E o resultado é que, nos EUA, as bilheterias caíram 80% em 2020. É um número particularmente trágico num país que, diferente do Brasil, tem no cinema uma indústria de fato. A maior rede de salas exibidoras do mundo, a AMC, registrou um prejuízo de US$ 900 milhões no terceiro trimestre do ano passado e, em novembro, transmitiu uma mensagem dura a seus investidores: “há dúvidas substanciais sobre nossa capacidade de continuar operando”.
Como se não bastasse, há outro vírus que apavora os exibidores tanto quanto o Sars-Cov-2: o streaming. Grande parte da realização cinematográfica encontrou um novo abrigo na internet, já que gigantes como Netflix e Amazon têm cacife para investir em suas próprias produções – vide O Irlandês, do veterano Martin Scorsese, bancado pela Netflix.

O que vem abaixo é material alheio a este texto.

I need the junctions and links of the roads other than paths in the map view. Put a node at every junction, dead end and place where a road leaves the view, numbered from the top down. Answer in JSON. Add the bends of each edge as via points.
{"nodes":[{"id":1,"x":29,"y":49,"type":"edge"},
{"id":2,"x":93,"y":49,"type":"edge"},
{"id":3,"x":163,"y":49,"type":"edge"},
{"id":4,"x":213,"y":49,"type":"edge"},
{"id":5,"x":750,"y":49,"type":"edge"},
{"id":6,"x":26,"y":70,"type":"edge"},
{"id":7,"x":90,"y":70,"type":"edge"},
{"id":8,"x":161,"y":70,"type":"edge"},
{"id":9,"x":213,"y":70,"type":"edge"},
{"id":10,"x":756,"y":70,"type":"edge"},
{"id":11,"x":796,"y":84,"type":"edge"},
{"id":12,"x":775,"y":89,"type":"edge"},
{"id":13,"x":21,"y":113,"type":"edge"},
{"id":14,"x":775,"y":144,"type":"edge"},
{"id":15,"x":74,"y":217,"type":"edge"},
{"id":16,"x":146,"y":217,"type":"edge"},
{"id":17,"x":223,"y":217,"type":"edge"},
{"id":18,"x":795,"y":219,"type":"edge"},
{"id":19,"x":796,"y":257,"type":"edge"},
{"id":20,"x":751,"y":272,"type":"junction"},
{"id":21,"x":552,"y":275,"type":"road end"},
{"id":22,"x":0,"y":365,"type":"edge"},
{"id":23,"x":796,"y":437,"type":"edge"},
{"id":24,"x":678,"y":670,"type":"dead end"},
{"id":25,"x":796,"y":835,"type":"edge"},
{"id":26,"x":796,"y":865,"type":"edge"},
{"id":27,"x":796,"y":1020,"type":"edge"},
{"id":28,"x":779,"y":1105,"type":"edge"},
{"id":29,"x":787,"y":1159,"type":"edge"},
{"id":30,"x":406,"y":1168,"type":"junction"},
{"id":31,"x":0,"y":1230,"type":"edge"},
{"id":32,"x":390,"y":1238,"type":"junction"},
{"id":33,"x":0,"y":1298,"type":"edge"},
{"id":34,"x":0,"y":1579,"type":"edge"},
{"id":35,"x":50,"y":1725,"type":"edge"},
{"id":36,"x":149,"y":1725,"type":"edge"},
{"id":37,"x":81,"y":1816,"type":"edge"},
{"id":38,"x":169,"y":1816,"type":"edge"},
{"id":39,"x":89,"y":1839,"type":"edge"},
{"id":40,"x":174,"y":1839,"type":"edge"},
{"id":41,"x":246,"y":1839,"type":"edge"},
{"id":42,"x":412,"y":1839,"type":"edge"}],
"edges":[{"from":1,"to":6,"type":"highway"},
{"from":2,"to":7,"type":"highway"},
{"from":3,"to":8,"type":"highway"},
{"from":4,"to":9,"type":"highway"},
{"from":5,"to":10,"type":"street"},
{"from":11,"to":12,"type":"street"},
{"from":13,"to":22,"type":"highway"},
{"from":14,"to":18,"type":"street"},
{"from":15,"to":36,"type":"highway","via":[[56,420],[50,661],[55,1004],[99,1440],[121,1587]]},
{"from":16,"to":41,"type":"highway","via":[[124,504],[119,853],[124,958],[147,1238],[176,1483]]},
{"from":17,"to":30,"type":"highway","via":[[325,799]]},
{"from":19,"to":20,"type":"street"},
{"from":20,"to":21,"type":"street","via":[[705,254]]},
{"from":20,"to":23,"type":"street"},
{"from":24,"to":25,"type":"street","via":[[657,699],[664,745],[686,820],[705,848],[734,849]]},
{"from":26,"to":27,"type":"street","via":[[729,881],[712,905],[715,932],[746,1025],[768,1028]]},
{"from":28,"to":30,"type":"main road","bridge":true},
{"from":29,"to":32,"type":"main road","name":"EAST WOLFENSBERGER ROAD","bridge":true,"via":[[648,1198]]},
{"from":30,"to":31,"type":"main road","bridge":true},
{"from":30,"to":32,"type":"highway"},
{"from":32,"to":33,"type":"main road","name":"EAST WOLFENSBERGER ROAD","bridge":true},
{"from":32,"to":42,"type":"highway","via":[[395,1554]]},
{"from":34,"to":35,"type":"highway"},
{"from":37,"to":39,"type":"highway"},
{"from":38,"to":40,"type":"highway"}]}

Mas o que levou muita gente a vislumbrar o juízo final das salas foi o anúncio, em dezembro, de que a Warner vai lançar todos os seus filmes em seu serviço sob demanda – o HBO Max – na mesma data em que eles chegarem à tela grande. E isso inclui potenciais hits como Matrix 4 e Esquadrão Suicida. Até agora, os cinemas tinham o trunfo da novidade: uma janela de três meses antes que os filmes fossem para o streaming. Essa dianteira tende a desaparecer.

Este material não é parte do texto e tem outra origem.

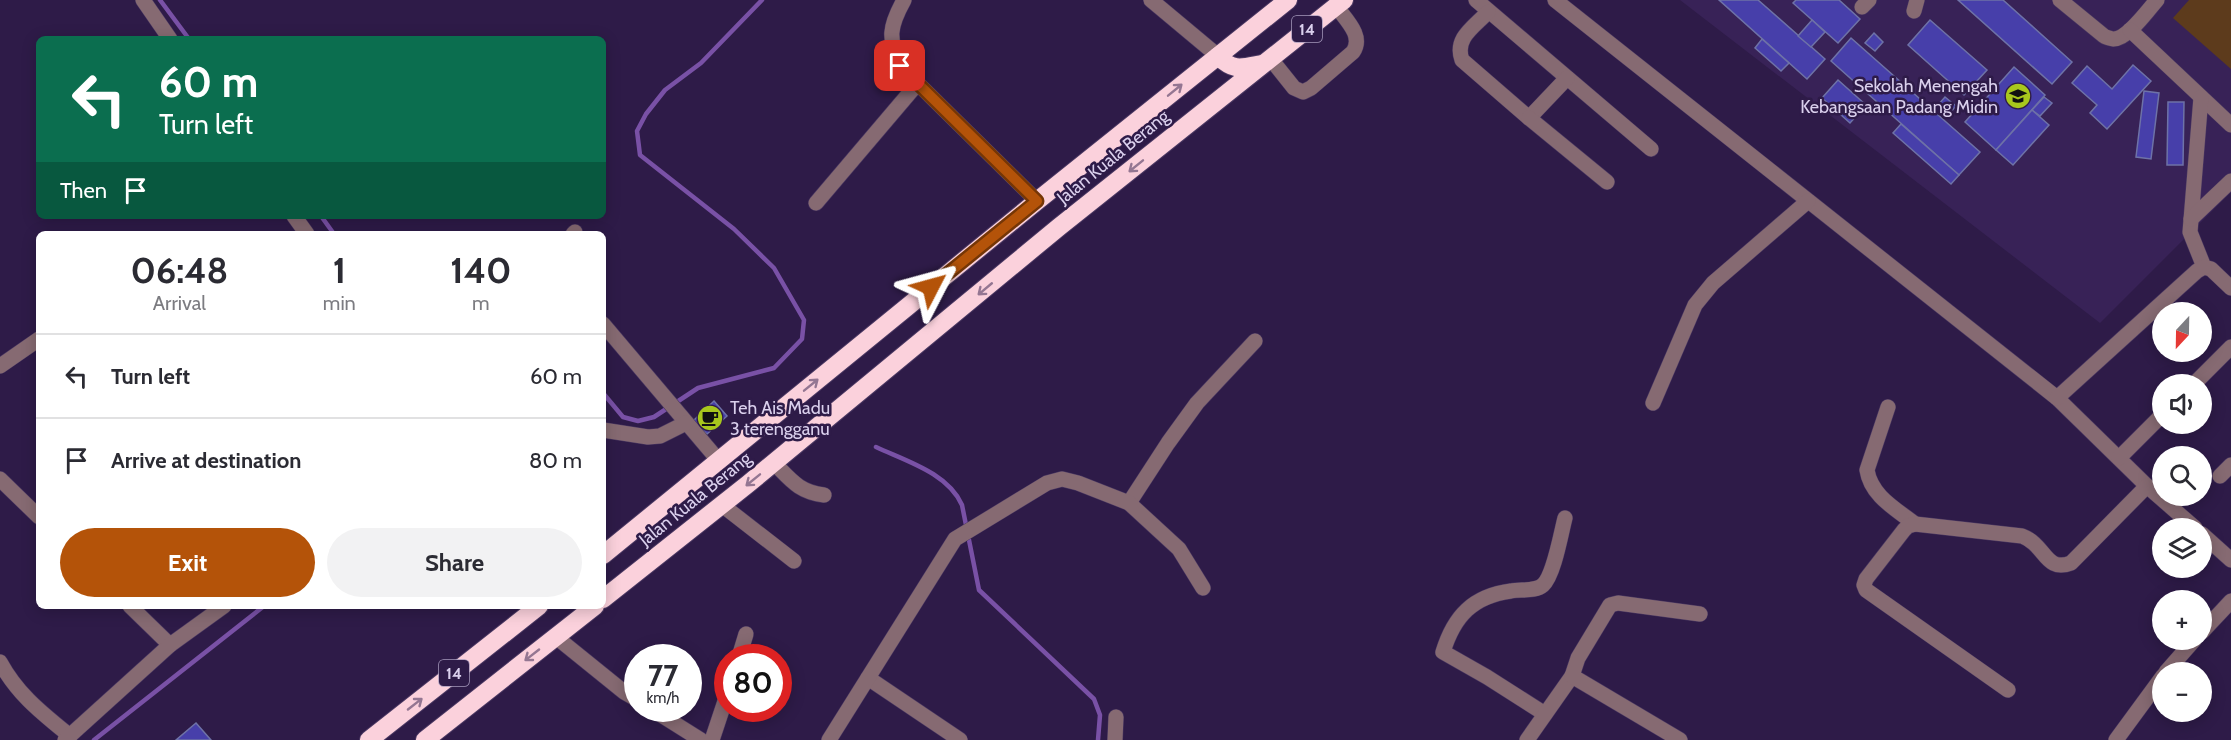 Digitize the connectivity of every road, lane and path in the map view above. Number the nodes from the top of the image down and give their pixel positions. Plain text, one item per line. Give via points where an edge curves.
1 (904, 0) edge
2 (1150, 0) edge
3 (1288, 0) edge
4 (1476, 0) edge
5 (1555, 0) edge
6 (2060, 0) edge
7 (2157, 0) edge
8 (153, 3) edge
9 (1340, 3) edge
10 (1488, 12) junction
11 (2130, 30) junction
12 (169, 36) edge
13 (1218, 56) junction
14 (1267, 61) junction
15 (1567, 78) junction
16 (918, 83) junction
17 (2201, 97) junction
18 (1529, 118) junction
19 (2231, 125) edge
20 (1651, 149) dead end
21 (2231, 181) edge
22 (1607, 182) dead end
23 (1037, 201) junction
24 (1808, 201) junction
25 (816, 203) dead end
26 (296, 219) edge
27 (2190, 219) junction
28 (306, 231) edge
29 (2204, 267) junction
30 (2231, 288) edge
31 (606, 328) edge
32 (36, 341) edge
33 (1255, 341) dead end
34 (2231, 347) edge
35 (0, 366) edge
36 (2204, 374) edge
37 (2057, 398) junction
38 (1653, 403) dead end
39 (1888, 407) dead end
40 (682, 417) junction
41 (2152, 425) edge
42 (606, 430) edge
43 (2119, 458) junction
44 (718, 461) junction
45 (774, 463) junction
46 (0, 479) edge
47 (2147, 486) junction
48 (824, 495) dead end
49 (1129, 504) junction
50 (722, 505) junction
51 (36, 514) edge
52 (1565, 518) dead end
53 (2184, 518) edge
54 (1916, 524) junction
55 (2212, 543) edge
56 (606, 553) edge
57 (2231, 560) edge
58 (794, 561) dead end
59 (1203, 588) dead end
60 (606, 597) edge
61 (2231, 601) edge
62 (133, 609) edge
63 (220, 609) edge
64 (535, 609) edge
65 (591, 609) edge
66 (1700, 614) dead end
67 (2212, 621) edge
68 (746, 634) dead end
69 (556, 637) junction
70 (743, 644) edge
71 (170, 645) junction
72 (2185, 650) edge
73 (2175, 662) edge
74 (0, 663) edge
75 (1572, 676) junction
76 (868, 678) junction
77 (2008, 690) dead end
78 (2152, 691) edge
79 (624, 692) edge
80 (1545, 714) junction
81 (1116, 717) dead end
82 (672, 722) edge
83 (718, 722) edge
84 (78, 737) edge
85 (369, 740) edge
86 (425, 740) edge
87 (701, 740) edge
88 (712, 740) edge
89 (829, 740) edge
90 (960, 740) edge
91 (1115, 740) edge
92 (1527, 740) edge
93 (1680, 740) edge
94 (2116, 740) edge

1 - 16 street via 891,28 892,45 900,66
2 - 13 street
3 - 13 highway, Jalan Kuala Berang / 14
4 - 10 street
5 - 24 street
6 - 11 street via 2113,40
7 - 11 street
8 - 12 street
9 - 14 highway, Jalan Kuala Berang / 14
9 - 14 street via 1358,45 1311,88 1303,92 1294,88
10 - 15 street
10 - 18 street via 1461,40 1462,60
11 - 17 street
13 - 14 highway via 1234,68
23 -> 13 highway, Jalan Kuala Berang / 14
14 -> 45 highway, Jalan Kuala Berang / 14
15 - 18 street
15 - 20 street
16 - 23 street
16 - 25 street
17 - 19 street
17 - 27 street
18 - 22 street
21 - 27 street
44 -> 23 highway, Jalan Kuala Berang / 14
24 - 37 street
24 - 38 street via 1713,283 1695,305
26 - 28 street
27 - 29 street via 2190,232
29 - 30 street
29 - 37 street
31 - 40 street
32 - 35 street
33 - 49 street via 1197,403
34 - 36 street
37 - 43 street
39 - 54 street via 1867,470 1868,481 1886,502
40 - 42 street via 660,436
40 - 44 street
41 - 43 street
43 - 47 street
44 - 56 highway, Jalan Kuala Berang / 14
45 - 48 street via 806,492
45 -> 50 highway, Jalan Kuala Berang / 14
46 - 51 street
47 - 53 street
47 - 54 street via 2071,563 2062,567 2052,564 2032,540 2022,536
49 - 59 street via 1179,549
49 - 76 street via 1078,483 1047,483 955,539
50 - 58 street
50 - 60 highway, Jalan Kuala Berang / 14
52 - 80 street via 1544,584 1490,595 1470,606 1455,624 1443,652
54 - 77 street via 1904,530 1866,579 1866,590
55 - 57 street
61 - 67 street
62 - 71 street
63 - 71 street
85 -> 64 highway, 14
65 - 69 highway, 14
66 - 75 street via 1610,605 1578,658
68 - 70 street
69 - 79 street
69 -> 86 highway, 14
71 - 84 street
72 - 73 street
74 - 84 street via 26,700
75 - 80 street
75 - 93 street
76 - 89 street
76 - 90 street
78 - 94 street
80 - 92 street
81 - 91 street
82 - 87 street
83 - 88 street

A última sessão de cinema?
Embora essa combinação de pandemia e menu de filmes em casa sugira um novo estado de coisas, é bom ser prudente antes de atestar o óbito das salas de cinema. Em 1951, quando a TV se consolidava como um entretenimento completo, o produtor David O. Selznick (de E o Vento Levou) disse: “Hollywood é como o Egito: cheio de pirâmides em ruínas. Vai continuar desmoronando até que finalmente o vento sopre o último adereço de estúdio nas areias”. Só que, assim como as pirâmides, tanto os estúdios quanto as salas estão aí até hoje. Sobreviveram à TV e, depois, às locadoras e à pirataria. Os cinemas têm insistido em respirar mesmo após anos e anos de Netflix. E dá para melhorar essa situação.

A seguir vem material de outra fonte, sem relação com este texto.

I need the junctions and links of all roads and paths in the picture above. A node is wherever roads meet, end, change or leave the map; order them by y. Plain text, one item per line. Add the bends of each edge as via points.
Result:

O fortalecimento dos exibidores pode passar pelo incentivo estatal. França, Itália e Espanha, países de Godard, Fellini e Almodóvar, lançaram subsídios milionários para arcar com os prejuízos das salas durante a quarentena. No Brasil, o Olympia, de Belém, considerado o cinema de rua mais antigo do país (108 anos), tem sua permanência garantida com verba da prefeitura. Já o Cinema São Luiz, no Recife, é mantido pelo governo pernambucano.
E o streaming pode fazer parte da solução também. Em 2019, a Netflix anunciou um acordo de concessão com o Paris Theater, um dos cinemas mais tradicionais dos EUA, para promover seus filmes (lançou por lá História de um Casamento, com Scarlett Johansson). Na prática, a ação da empresa salvou a sala, que estava aos trancos e barrancos. Acordos desse tipo permitiriam que Amazon, Disney e Netflix – com dinheiro de pinga para eles – chamassem atenção para seu acervo.
Tudo isso, claro, depende de uma resposta que virá com a vacinação em massa: como se comportará o consumidor de filmes nesse novo mundo? Vai encher as salas, recuperando uma experiência que o vírus lhe negou? Ou a mudança de hábito persistirá? Uma pista pode estar vindo do outro lado do mundo: 3,4 milhões de japoneses (quase 3% da população) entraram de máscara em salas de cinema, em outubro, para assistir ao lançamento de Demon Slayer: Kimetsu no Yaiba the Movie: Infinite Train, uma animação baseada numa HQ popular por lá.
Mesmo se fenômenos como esse se tornem mais raros, o fato é que os cinemas tendem a sobreviver. Talvez subsidiados ou patrocinados, certamente em menor número, mas vivos. Porque a experiência coletiva que eles proporcionam, mesmo na mais humilde das salas, sempre irá superar qualquer home theater.